Yo no sé si se puede hacer un libro de instrucciones de equipajes. Recuerdo a William Hurt en El turista accidental esbozando una arquitectura de la maleta, de los espacios mínimos disponibles, de lo máximo rentable. Cuando una está en un hotel, siempre le apetece arramplar con todos esos botes minúsculos que prometen, bajo la luz de un cuarto de baño inmaculado, una felicidad a escala, un mundo de burbujas exóticas y de aparatejos de medida sofisticación (esas esponjitas para limpiar zapatos en su pequeña caja acartonada o ese kit de emergencia para la costura de botones rebeldes ).  Muchas veces, con el paso de los días, nos abandona el interés por llevárnoslo todo, por conservar esa efímera construcción de lo perfecto con logotipo. Y si algo sobrevive a esta ansiedad bulímica del champú y de los tristes peines de plástico, acaba confinado en un cajón para futuros viajes, para futuros momentos de improvisación, en los que una no acarrea ni conlleva más que sus propias expectativas.

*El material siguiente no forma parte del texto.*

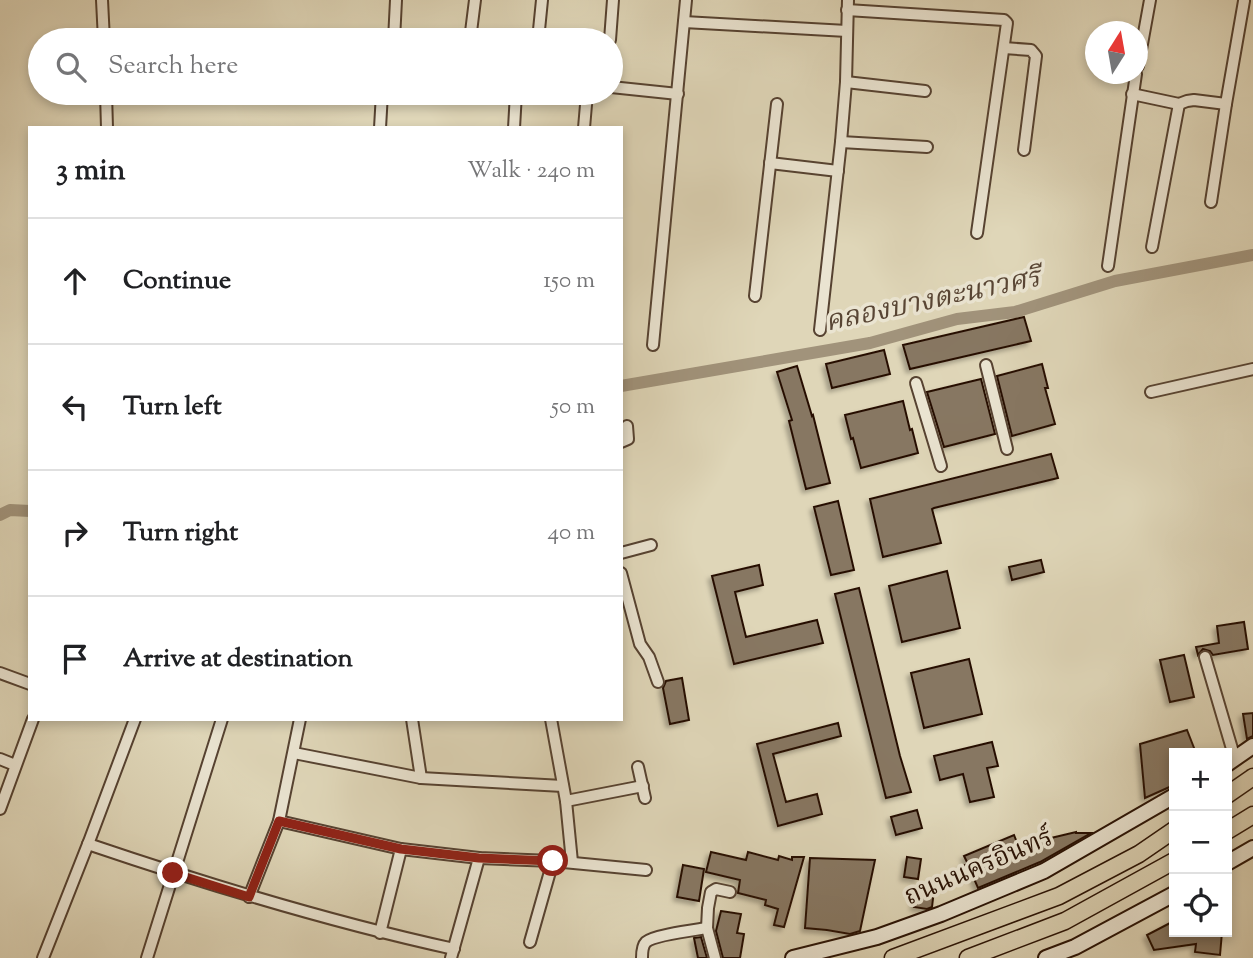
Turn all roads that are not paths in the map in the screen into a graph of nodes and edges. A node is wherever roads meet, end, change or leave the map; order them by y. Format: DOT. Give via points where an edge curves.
graph roads {
  1 [pos="102,0"];
  2 [pos="396,0"];
  3 [pos="475,0"];
  4 [pos="542,0"];
  5 [pos="613,0"];
  6 [pos="686,0"];
  7 [pos="1150,0"];
  8 [pos="1244,1"];
  9 [pos="847,5"];
  10 [pos="1146,21"];
  11 [pos="684,22"];
  12 [pos="103,28"];
  13 [pos="395,28"];
  14 [pos="472,28"];
  15 [pos="539,28"];
  16 [pos="611,28"];
  17 [pos="847,31"];
  18 [pos="1004,48"];
  19 [pos="846,82"];
  20 [pos="1134,84"];
  21 [pos="623,88"];
  22 [pos="925,91"];
  23 [pos="678,94"];
  24 [pos="1132,94"];
  25 [pos="777,104"];
  26 [pos="1178,104"];
  27 [pos="1226,104"];
  28 [pos="106,105"];
  29 [pos="381,105"];
  30 [pos="515,105"];
  31 [pos="586,105"];
  32 [pos="107,126"];
  33 [pos="380,126"];
  34 [pos="513,126"];
  35 [pos="584,126"];
  36 [pos="841,142"];
  37 [pos="927,147"];
  38 [pos="1024,150"];
  39 [pos="770,163"];
  40 [pos="838,171"];
  41 [pos="1211,202"];
  42 [pos="977,233"];
  43 [pos="1152,247"];
  44 [pos="1108,266"];
  45 [pos="755,296"];
  46 [pos="820,330"];
  47 [pos="653,345"];
  48 [pos="986,365"];
  49 [pos="1253,369"];
  50 [pos="916,383"];
  51 [pos="1150,391"];
  52 [pos="627,426"];
  53 [pos="623,441"];
  54 [pos="1007,449"];
  55 [pos="941,466"];
  56 [pos="652,545"];
  57 [pos="623,552"];
  58 [pos="623,580"];
  59 [pos="1205,657"];
  60 [pos="0,673"];
  61 [pos="658,682"];
  62 [pos="28,683"];
  63 [pos="32,721"];
  64 [pos="133,721"];
  65 [pos="221,721"];
  66 [pos="300,721"];
  67 [pos="412,721"];
  68 [pos="551,721"];
  69 [pos="1253,746"];
  70 [pos="1228,748"];
  71 [pos="294,753"];
  72 [pos="0,759"];
  73 [pos="1232,760"];
  74 [pos="15,765"];
  75 [pos="638,767"];
  76 [pos="1253,777"];
  77 [pos="421,778"];
  78 [pos="564,786"];
  79 [pos="643,786"];
  80 [pos="1232,791"];
  81 [pos="645,798"];
  82 [pos="1169,799"];
  83 [pos="566,801"];
  84 [pos="0,809"];
  85 [pos="1253,815"];
  86 [pos="279,821"];
  87 [pos="1232,828"];
  88 [pos="1169,833"];
  89 [pos="88,844"];
  90 [pos="1253,848"];
  91 [pos="401,849"];
  92 [pos="479,858"];
  93 [pos="1232,860"];
  94 [pos="553,861"];
  95 [pos="572,862"];
  96 [pos="1169,864"];
  97 [pos="646,870"];
  98 [pos="173,873"];
  99 [pos="730,892"];
  100 [pos="249,897"];
  101 [pos="1169,897"];
  102 [pos="707,928"];
  103 [pos="380,933"];
  104 [pos="530,942"];
  105 [pos="452,954"];
  106 [pos="43,958"];
  107 [pos="146,958"];
  108 [pos="642,958"];
  109 [pos="715,958"];
  110 [pos="793,958"];
  111 [pos="893,958"];
  112 [pos="968,958"];
  113 [pos="1046,958"];
  1 -- 12 [label="street"];
  2 -- 13 [label="street"];
  3 -- 14 [label="street"];
  4 -- 15 [label="street"];
  5 -- 16 [label="street"];
  6 -- 11 [label="street"];
  7 -- 10 [label="street"];
  8 -- 27 [label="street"];
  9 -- 17 [label="street"];
  9 -- 18 [label="street" via="1004,20"];
  11 -- 17 [label="street"];
  11 -- 23 [label="street"];
  17 -- 19 [label="street"];
  18 -- 38 [label="street" via="1031,50 1036,56"];
  18 -- 42 [label="street"];
  19 -- 22 [label="street"];
  19 -- 36 [label="street"];
  20 -- 24 [label="street"];
  21 -- 23 [label="street"];
  23 -- 47 [label="street"];
  24 -- 26 [label="street"];
  24 -- 44 [label="street"];
  25 -- 39 [label="street"];
  26 -- 27 [label="street" via="1194,100"];
  26 -- 43 [label="street"];
  27 -- 41 [label="street"];
  28 -- 32 [label="street"];
  29 -- 33 [label="street"];
  30 -- 34 [label="street"];
  31 -- 35 [label="street"];
  36 -- 37 [label="street"];
  36 -- 40 [label="street"];
  39 -- 40 [label="street"];
  39 -- 45 [label="street"];
  40 -- 46 [label="street"];
  48 -- 54 [label="street"];
  49 -- 51 [label="street"];
  50 -- 55 [label="street"];
  52 -- 53 [label="street" via="628,439"];
  56 -- 57 [label="street"];
  58 -- 61 [label="street" via="640,644"];
  59 -- 70 [label="street"];
  60 -- 62 [label="street"];
  63 -- 74 [label="street"];
  64 -- 89 [label="street"];
  65 -- 98 [label="street"];
  66 -- 71 [label="street"];
  67 -- 77 [label="street"];
  68 -- 78 [label="street"];
  69 -- 73 [label="main road"];
  71 -- 77 [label="street"];
  71 -- 86 [label="street"];
  72 -- 74 [label="street"];
  74 -- 84 [label="street"];
  75 -- 79 [label="street"];
  76 -- 80 [label="main road"];
  77 -- 78 [label="street"];
  78 -- 83 [label="street"];
  79 -- 81 [label="street"];
  79 -- 83 [label="street"];
  82 -- 110 [label="main road, ถนนนครอินทร์" via="1044,871 877,937"];
  83 -- 95 [label="street"];
  85 -- 87 [label="main road"];
  86 -- 91 [label="street"];
  86 -- 100 [label="street"];
  88 -- 111 [label="main road, ถนนนครอินทร์" via="1059,896"];
  89 -- 98 [label="street"];
  89 -- 106 [label="street"];
  90 -- 93 [label="main road"];
  91 -- 92 [label="street"];
  91 -- 103 [label="street"];
  92 -- 94 [label="street"];
  92 -- 105 [label="street"];
  94 -- 95 [label="street"];
  94 -- 104 [label="street"];
  95 -- 97 [label="street"];
  96 -- 112 [label="main road" via="1065,920"];
  98 -- 100 [label="street"];
  98 -- 107 [label="street"];
  99 -- 102 [label="street" via="711,892"];
  100 -- 103 [label="street"];
  101 -- 113 [label="main road"];
  102 -- 108 [label="street" via="655,938 645,943"];
  102 -- 109 [label="street"];
  103 -- 105 [label="street"];
}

Que no es poco.

Dice la lúcida Verónica Lorenzo que construye, con el devenir de los años, una biblioteca que lo es ahora y será futura, ya que es una joven biblioteca para heredar.  Vamos guardando y llenando estanterías con libros deseados, añorados antes de que lleguen a nosotros. Los leemos, algunos salen de casa y  vuelven. Otros, en extraños y necesarios arranques de generosidad, son liberados del escaso orden de las baldas y se van, felices y contentos, emocionados y con un plausible desconcierto, pegados a la gabardina o a la falda del nuevo poseedor. También los hay castigados, sin inaugurar, rebeldes o testigos de un momento en el tiempo y que respiran el propio aire de su discreción. Libros que atraviesan el umbral de casa heridos con la alegría de una dedicatoria, con olores a nuevo y a humedad de tienda de lance y de segunda mano, viajeros desde Cuesta de Moyano y mercadillos en universidades norteamericanas. Pasajeros extraños, habitantes con derecho a pensión completa y música perfecta, eso conformaría un posible guión de  los libros de nuestra vida.  Desde aquella señora Blyton de la que tanto he hablado aquí, pasando por los años airados y veloces de literaturas francesas e italianas, de otras lenguas, de otros planetas literarios hasta esta última dedicatoria que me ha llegado desde Barcelona y que, también a mí, me ha alegrado el día (¡gracias, guapo!).  Todo ese patchwork de colores y formas en papel, de editoriales diversas y reconocidas, son – ¡otra vez Rob Fleming!- casi un paralelo de las bandas sonoras de nuestra vida. Algunos de mis pobres volúmenes están torturados, otros conviven con fotografías y películas en una auténtica pesadilla para Dewey. Pero qué le vamos a hacer, una tiene que tener un punto ácrata en esta pretendida teoría del orden.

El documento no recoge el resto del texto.